Knowing he was talking about a man who has already announced his 2024 presidential campaign, Ryan continued:

“I think he’s unfit for the job. I don't think he's going to get the nomination in my party. It’s crystal, crystal, crystal clear: We lose with Trump if we stick with Trump. If we dump Trump, we start winning elections.”

5. Chuck Schumer’s Job Just Got Easier. 

Warnock’s reelection gives Democrats an actual Senate majority of 51-49, instead of the tenuous 50-50 roster with Kamala Harris waiting in the wings as a tiebreaker. The implications of that one extra seat include smoother approval of Biden’s judicial appointments, better ratios on Senate committees, and an easier path to holding the majority in 2024. Mostly, it means that the Democratic Party leadership on Capitol Hill and at 1600 Pennsylvania Ave. won’t have to spend as much time romancing a certain West Virginia Democrat. In other words, the de facto co-presidency between the two Joes -- Biden and Manchin -- may be winding to a close.

If there’s a silver lining for congressional Republicans, it could be that the five Trumpy renegades holding Kevin McCarthy’s speakership hostage will now realize that they aren’t holding winning cards. Or maybe they’ll just overplay their hand and take the GOP down with them in flames.
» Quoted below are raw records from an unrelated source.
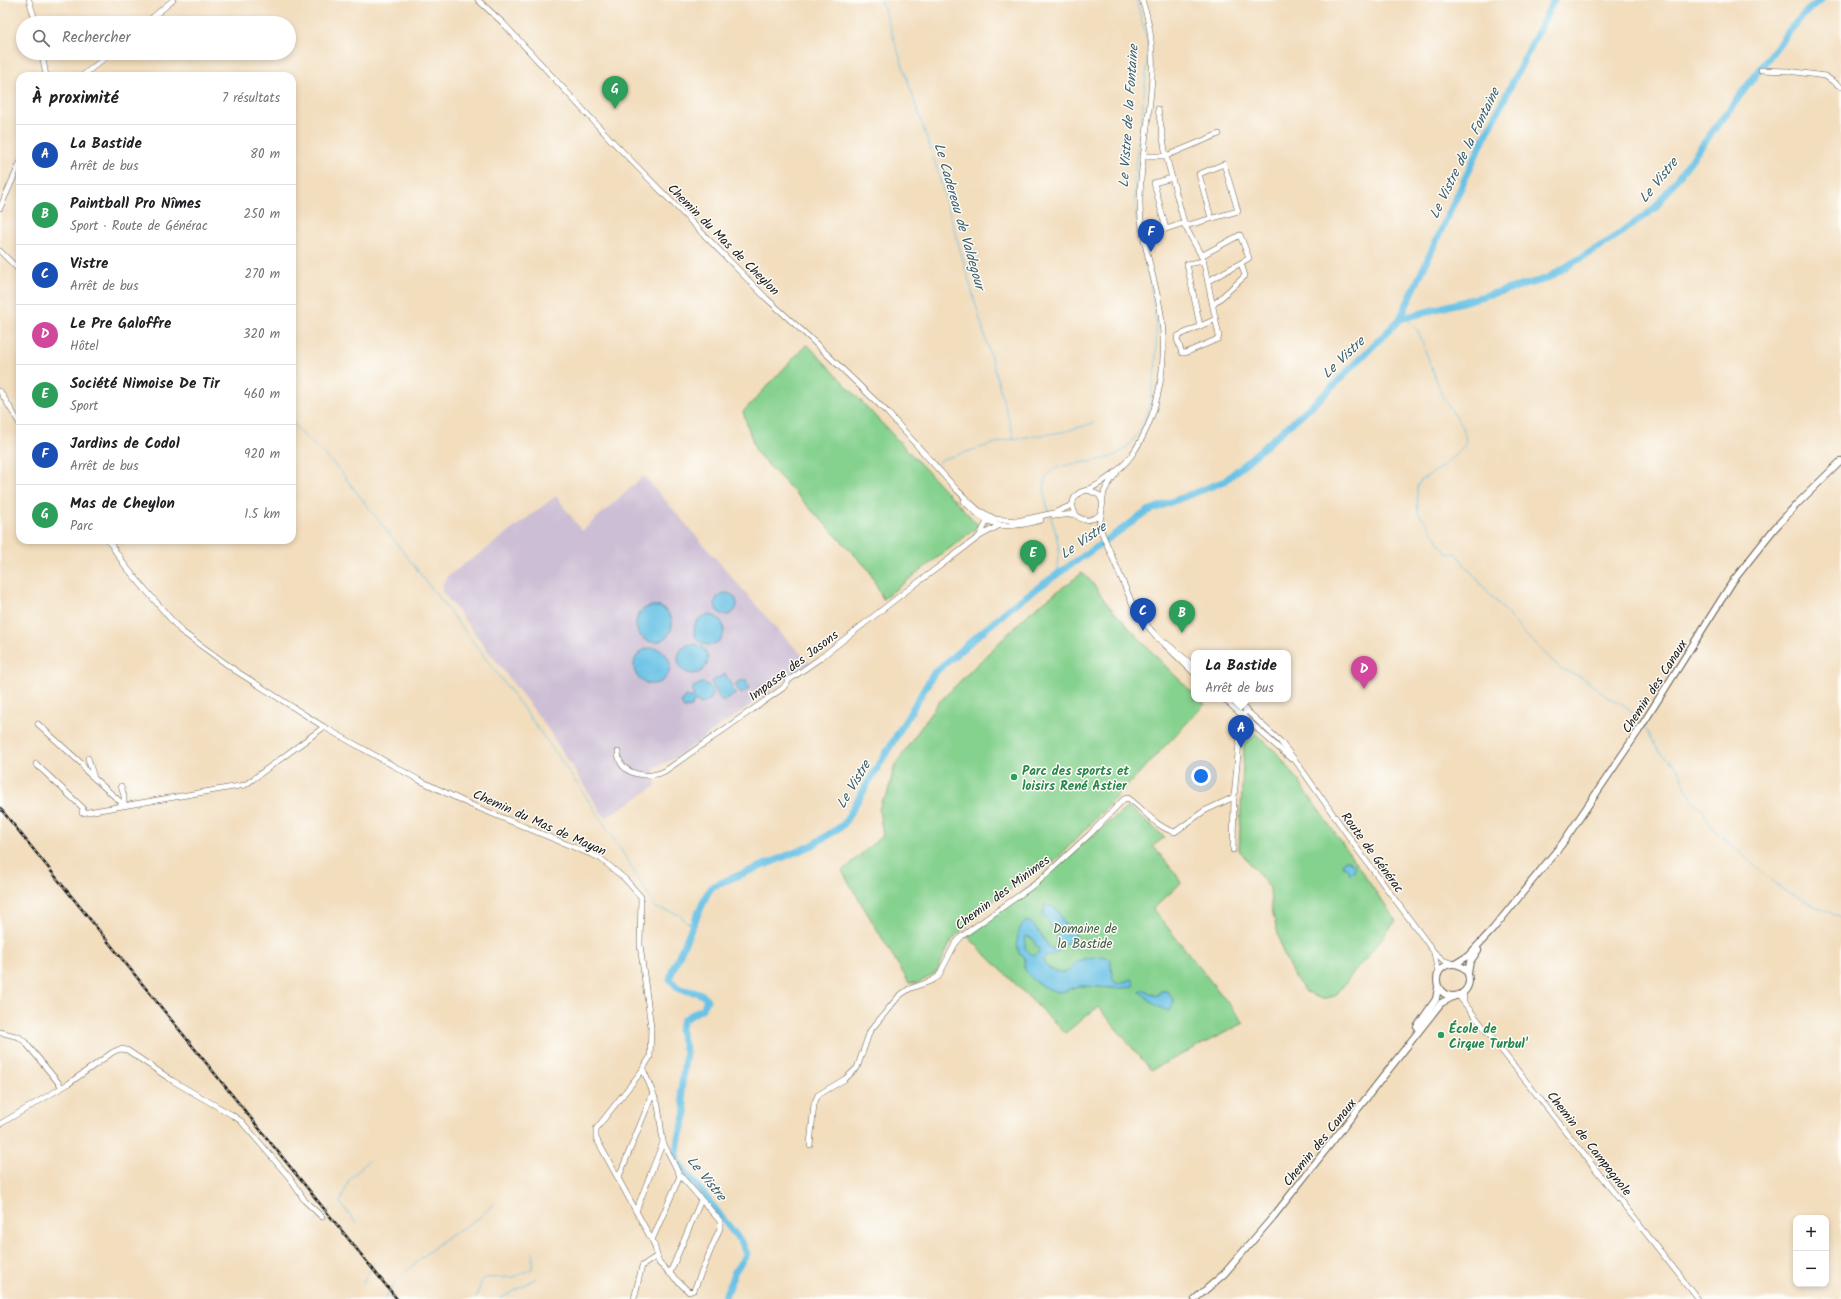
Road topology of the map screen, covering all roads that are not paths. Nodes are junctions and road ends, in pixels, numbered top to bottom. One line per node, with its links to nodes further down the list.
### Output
1 (29, 0): 5 (street)
2 (173, 0): 6 (street)
3 (478, 0): 34 (street, Chemin du Mas de Cheylon)
4 (1142, 0): 15 (street)
5 (34, 16)
6 (154, 16)
7 (43, 60): 10 (street)
8 (102, 60): 11 (street)
9 (1761, 70): 12 (street)
10 (45, 72)
11 (87, 72)
12 (1841, 88)
13 (1158, 109): 16 (street)
14 (1219, 134): 16 (street)
15 (1144, 156): 16 (street); 33 (street)
16 (1166, 156): 18 (street)
17 (16, 173): 19 (street)
18 (1172, 178): 21 (street); 21 (street)
19 (0, 208)
20 (1211, 218): 20 (street); 21 (street)
21 (1185, 225): 23 (street)
22 (0, 251): 25 (street)
23 (1202, 258): 24 (street); 26 (street); 29 (street)
24 (1241, 263): 26 (street); 27 (street)
25 (16, 267)
26 (1208, 281): 27 (street)
27 (1213, 305): 28 (street)
28 (1216, 319): 29 (street); 29 (street)
29 (1200, 326)
30 (0, 391): 31 (street)
31 (16, 417)
32 (1841, 461): 66 (main road, Chemin des Canaux)
33 (1120, 468): 35 (street); 36 (street)
34 (957, 490): 42 (street, Chemin du Mas de Cheylon); 44 (street, Chemin du Mas de Cheylon)
35 (1088, 490): 36 (street); 37 (street)
36 (1103, 503): 38 (street)
37 (1072, 506): 39 (street); 40 (street, Chemin du Mas de Cheylon)
38 (1102, 510): 43 (street); 46 (street)
39 (1075, 514): 40 (street, Chemin du Mas de Cheylon); 43 (street)
40 (1055, 515): 41 (street, Chemin du Mas de Cheylon)
41 (1047, 517): 42 (street, Chemin du Mas de Cheylon); 45 (street, Chemin du Mas de Cheylon)
42 (1021, 520): 44 (street)
43 (1087, 520): 46 (street)
44 (987, 521): 45 (street, Chemin du Mas de Cheylon); 47 (street, Impasse des Jasons)
45 (1000, 525): 47 (street, Impasse des Jasons)
46 (1099, 526): 49 (street)
47 (980, 536): 57 (street, Impasse des Jasons)
48 (111, 544): 56 (street, Chemin du Mas de Mayan)
49 (1150, 629): 50 (street); 51 (street)
50 (1191, 663)
51 (1191, 670)
52 (1228, 702): 54 (street, Route de Générac)
53 (1237, 702): 60 (street, Route de Générac)
54 (1244, 713): 60 (street, Route de Générac); 63 (street)
55 (38, 724): 61 (street)
56 (324, 726): 64 (street); 74 (street, Chemin du Mas de Mayan)
57 (618, 752)
58 (88, 758): 61 (street)
59 (36, 764): 64 (street)
60 (1296, 764): 67 (street, Route de Générac)
61 (94, 779): 64 (street)
62 (120, 786): 64 (street)
63 (1234, 797): 65 (street); 79 (street, Chemin des Minimes)
64 (124, 806)
65 (1233, 850)
66 (1493, 929): 68 (main road, Chemin des Canaux); 70 (main road, Chemin des Canaux)
67 (1434, 952): 68 (street); 69 (street)
68 (1453, 964): 69 (main road); 70 (main road)
69 (1438, 972): 71 (main road)
70 (1468, 974): 72 (main road)
71 (1438, 986): 72 (main road); 89 (main road, Chemin des Canaux)
72 (1459, 994): 90 (main road, Chemin des Canaux); 91 (street, Chemin de Campagnole)
73 (0, 1032): 75 (street)
74 (643, 1069): 76 (street); 81 (street, Chemin du Mas de Mayan)
75 (62, 1087): 77 (street); 84 (street)
76 (653, 1093): 78 (street); 81 (street)
77 (0, 1124)
78 (663, 1142): 80 (street); 83 (street)
79 (810, 1145)
80 (680, 1176): 82 (street); 85 (street)
81 (618, 1179): 83 (street, Chemin du Mas de Mayan)
82 (701, 1200): 87 (street); 87 (street, Chemin du Mas de Mayan)
83 (636, 1211): 85 (street, Chemin du Mas de Mayan)
84 (321, 1217)
85 (652, 1240): 86 (street, Chemin du Mas de Mayan)
86 (657, 1256): 87 (street, Chemin du Mas de Mayan); 88 (street)
87 (670, 1273)
88 (634, 1299)
89 (1190, 1299)
90 (1196, 1299)
91 (1698, 1299)

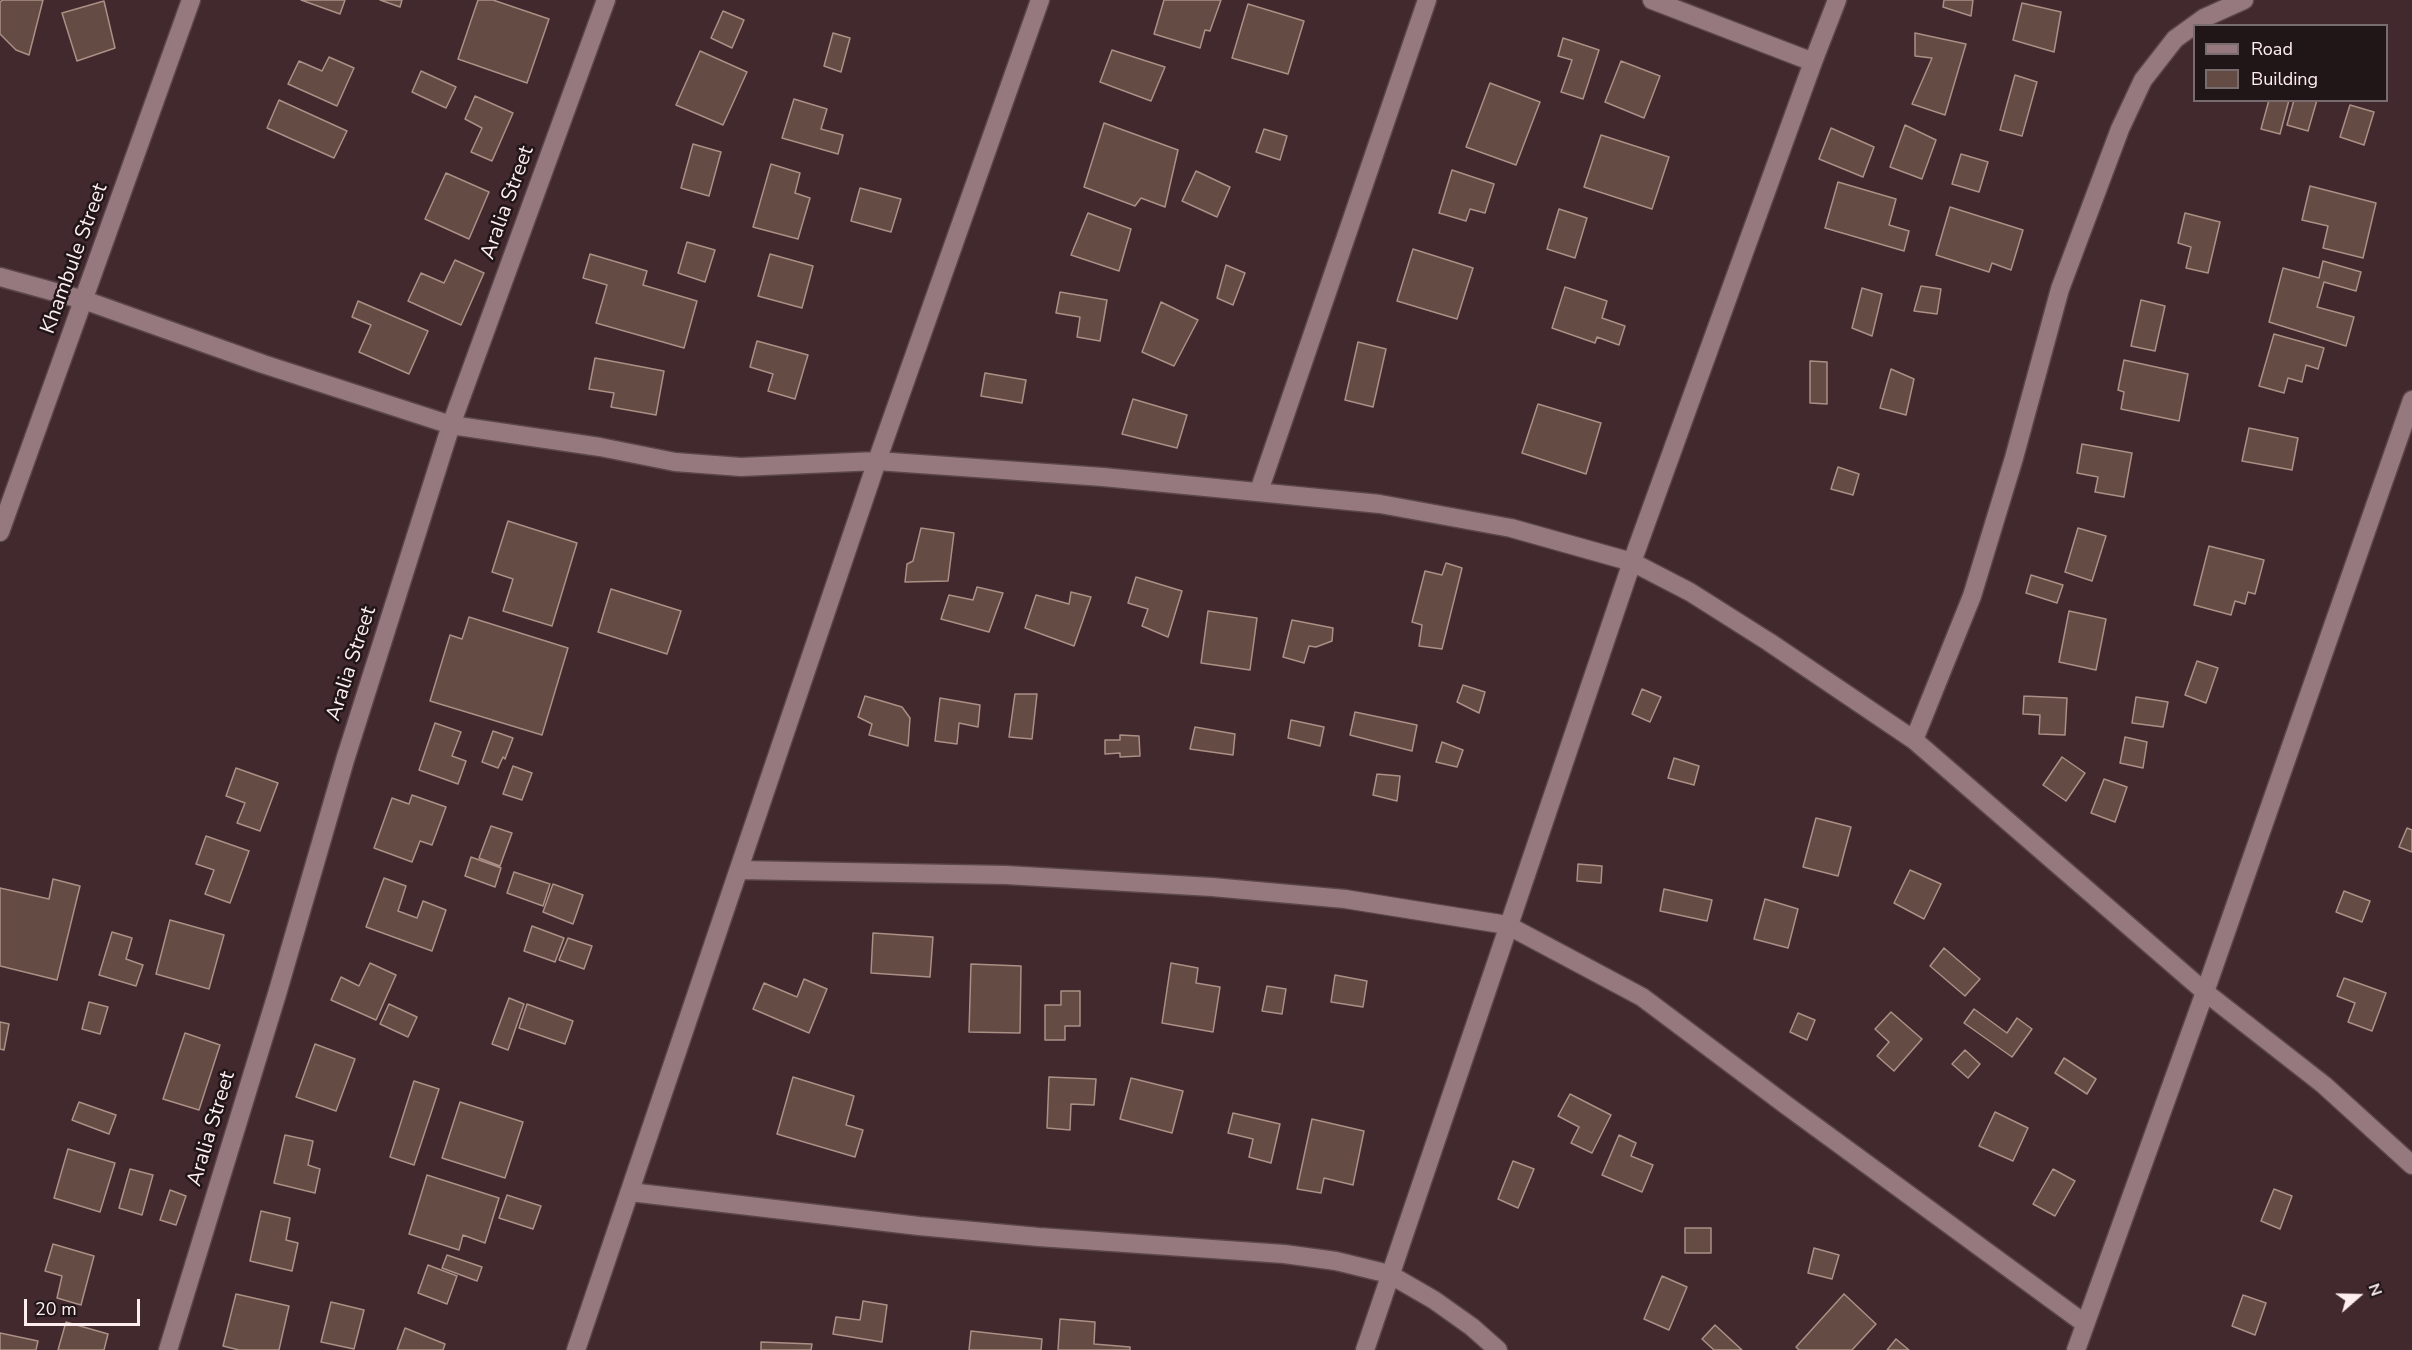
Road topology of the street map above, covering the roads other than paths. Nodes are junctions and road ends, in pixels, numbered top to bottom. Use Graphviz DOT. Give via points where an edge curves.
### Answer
graph roads {
  1 [pos="191,0"];
  2 [pos="606,0"];
  3 [pos="1040,0"];
  4 [pos="1427,0"];
  5 [pos="1652,0"];
  6 [pos="1838,0"];
  7 [pos="2244,0"];
  8 [pos="2196,24"];
  9 [pos="2193,26"];
  10 [pos="1813,62"];
  11 [pos="0,277"];
  12 [pos="84,300"];
  13 [pos="2412,400"];
  14 [pos="451,424"];
  15 [pos="878,461"];
  16 [pos="1259,491"];
  17 [pos="0,532"];
  18 [pos="1632,562"];
  19 [pos="1914,740"];
  20 [pos="739,870"];
  21 [pos="1507,925"];
  22 [pos="2205,992"];
  23 [pos="2412,1165"];
  24 [pos="630,1192"];
  25 [pos="1389,1274"];
  26 [pos="2084,1323"];
  27 [pos="168,1350"];
  28 [pos="576,1350"];
  29 [pos="1365,1350"];
  30 [pos="1498,1350"];
  31 [pos="2076,1350"];
  1 -- 12 [label="street, Khambule Street"];
  2 -- 14 [label="street, Aralia Street"];
  3 -- 15 [label="street"];
  4 -- 16 [label="street"];
  5 -- 10 [label="street"];
  6 -- 10 [label="street"];
  7 -- 8 [label="street"];
  9 -- 19 [label="street" via="2175,39 2143,80 2120,129 2060,289 1972,596"];
  10 -- 18 [label="street"];
  11 -- 12 [label="street"];
  12 -- 14 [label="street" via="263,364"];
  12 -- 17 [label="street, Khambule Street"];
  13 -- 22 [label="street"];
  14 -- 15 [label="street" via="675,462 741,467"];
  14 -- 27 [label="street, Aralia Street" via="345,760"];
  15 -- 16 [label="street"];
  15 -- 20 [label="street"];
  16 -- 18 [label="street" via="1380,504 1511,528"];
  18 -- 19 [label="street" via="1710,604"];
  18 -- 21 [label="street"];
  19 -- 22 [label="street"];
  20 -- 21 [label="street" via="1006,875 1212,887 1345,899"];
  20 -- 24 [label="street"];
  21 -- 25 [label="street"];
  21 -- 26 [label="street" via="1642,997"];
  22 -- 23 [label="street" via="2324,1085"];
  22 -- 26 [label="street"];
  24 -- 25 [label="street" via="941,1228 1284,1254"];
  24 -- 28 [label="street"];
  25 -- 29 [label="street"];
  25 -- 30 [label="street" via="1434,1300"];
  26 -- 31 [label="street"];
}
We shall see.

Take 6: 2022 Was a Status Quo Election. 

With almost all the votes counted, the Democrats picked up a single Senate seat, and two governorships, while losing a net nine seats in the House. Based on past election history, these results are widely viewed as a victory for the Democratic Party and a setback for the Republican Party.

That’s a fair interpretation, but the results were enough to cost the Democrats their majority in the lower chamber and will result in all kinds of machinations among House Republicans, possibly including impeachment proceedings against Biden cabinet officials, blocking Biden administration budget priorities, and investigations into the Biden family finances -- including taking money from China.

But the message the voters sent this year, writ large, is that they don’t want radical change. Amen to that, says one centrist independent (me), and now we can get serious about Christmas shopping.